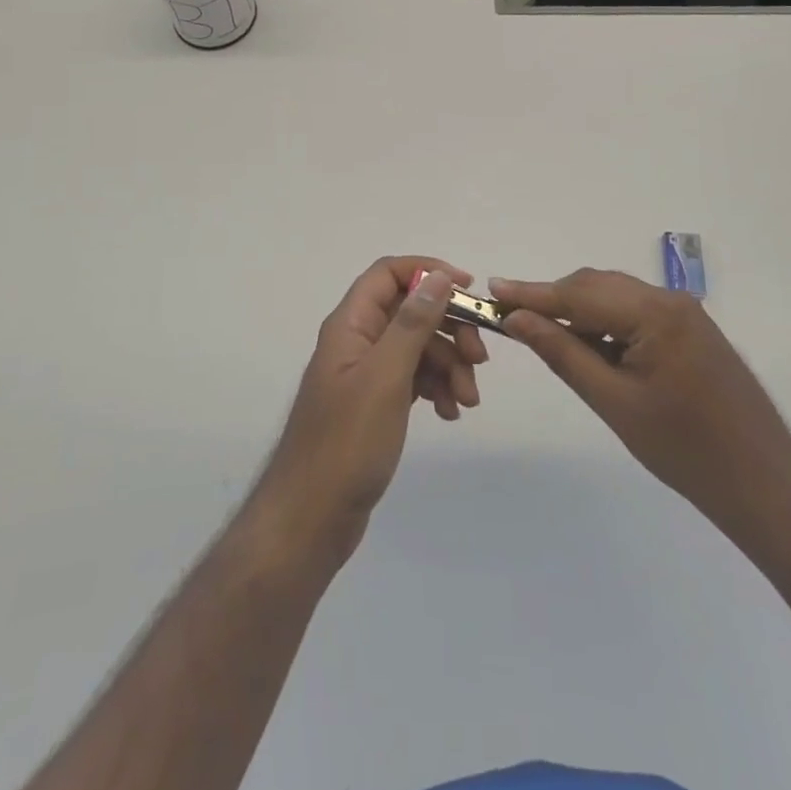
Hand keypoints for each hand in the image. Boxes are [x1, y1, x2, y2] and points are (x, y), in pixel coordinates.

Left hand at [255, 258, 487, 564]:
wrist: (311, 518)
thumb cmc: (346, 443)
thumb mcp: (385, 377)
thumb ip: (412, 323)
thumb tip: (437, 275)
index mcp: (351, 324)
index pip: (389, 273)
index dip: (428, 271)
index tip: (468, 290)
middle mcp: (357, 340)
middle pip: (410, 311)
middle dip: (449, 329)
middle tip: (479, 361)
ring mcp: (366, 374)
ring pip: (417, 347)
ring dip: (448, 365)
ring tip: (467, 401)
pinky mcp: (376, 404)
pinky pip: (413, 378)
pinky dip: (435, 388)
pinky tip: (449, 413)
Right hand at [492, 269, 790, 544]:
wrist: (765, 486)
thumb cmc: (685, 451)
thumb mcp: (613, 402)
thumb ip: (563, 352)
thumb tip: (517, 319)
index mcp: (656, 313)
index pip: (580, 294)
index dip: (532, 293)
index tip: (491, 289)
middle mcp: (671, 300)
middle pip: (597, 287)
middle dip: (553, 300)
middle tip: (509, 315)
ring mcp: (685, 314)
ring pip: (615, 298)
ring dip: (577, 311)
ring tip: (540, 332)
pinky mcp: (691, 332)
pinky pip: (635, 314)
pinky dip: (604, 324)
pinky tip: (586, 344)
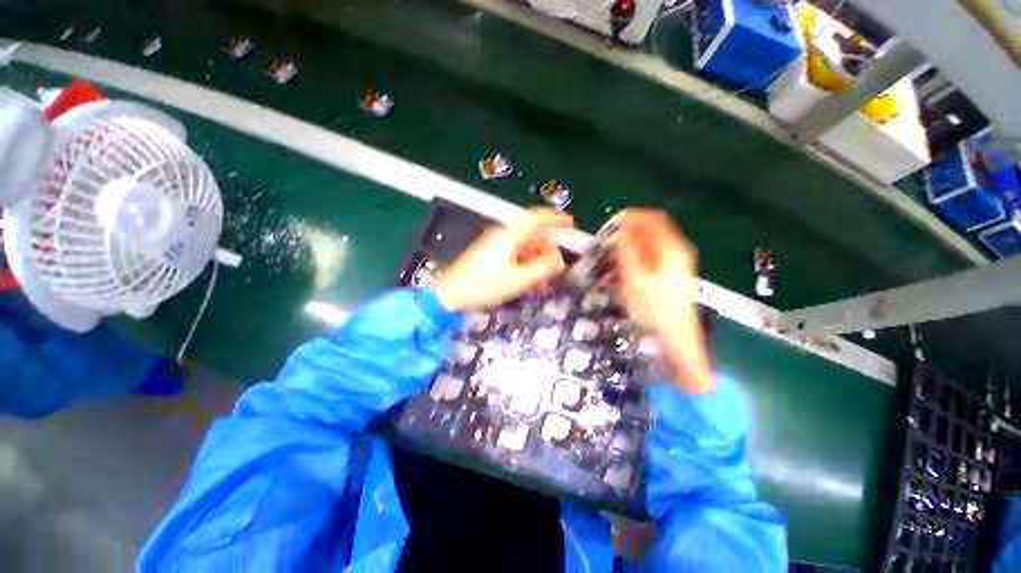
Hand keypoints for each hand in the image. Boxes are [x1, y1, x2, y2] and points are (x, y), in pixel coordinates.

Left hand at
* * *
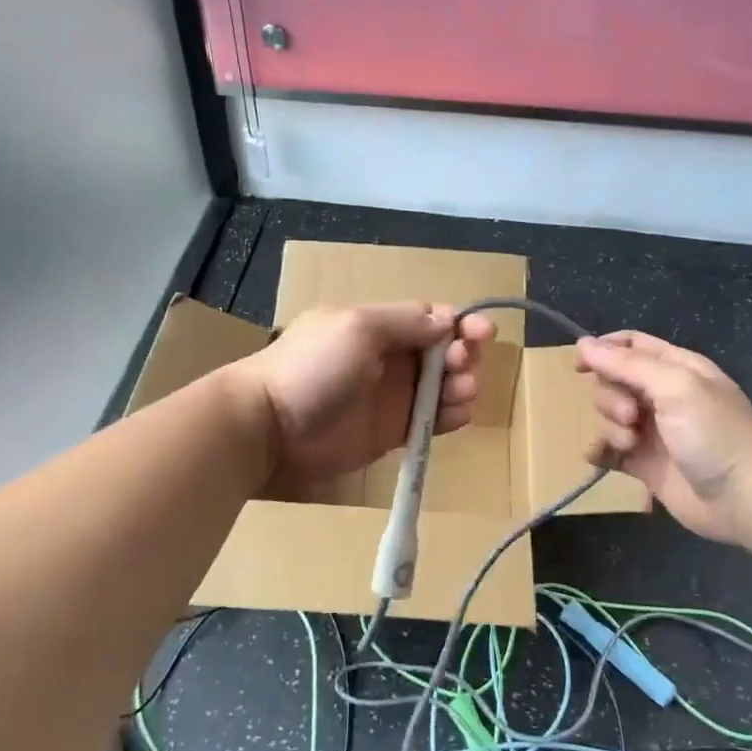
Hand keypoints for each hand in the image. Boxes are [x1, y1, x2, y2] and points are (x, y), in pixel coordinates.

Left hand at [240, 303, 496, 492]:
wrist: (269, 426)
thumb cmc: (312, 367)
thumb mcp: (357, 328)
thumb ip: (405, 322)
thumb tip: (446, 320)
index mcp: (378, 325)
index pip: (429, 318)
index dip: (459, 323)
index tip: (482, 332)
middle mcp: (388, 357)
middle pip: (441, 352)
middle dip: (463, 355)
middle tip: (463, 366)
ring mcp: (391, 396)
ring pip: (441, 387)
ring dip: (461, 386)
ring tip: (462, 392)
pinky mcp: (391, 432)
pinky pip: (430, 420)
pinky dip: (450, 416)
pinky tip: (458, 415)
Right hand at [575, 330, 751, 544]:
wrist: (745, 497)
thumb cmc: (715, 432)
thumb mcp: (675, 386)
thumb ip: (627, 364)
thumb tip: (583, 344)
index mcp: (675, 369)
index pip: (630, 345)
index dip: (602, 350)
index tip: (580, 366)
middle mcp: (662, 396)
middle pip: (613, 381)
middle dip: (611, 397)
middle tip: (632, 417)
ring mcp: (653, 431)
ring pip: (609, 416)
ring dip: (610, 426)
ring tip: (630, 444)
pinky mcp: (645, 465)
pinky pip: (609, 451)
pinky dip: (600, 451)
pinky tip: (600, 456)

(Exercise directions):
Retrieve each line of the data in which the word "Left" can be found.

(Output for this task):
Left hand at [255, 258, 487, 564]:
Left hand at
Left hand at [240, 303, 496, 492]:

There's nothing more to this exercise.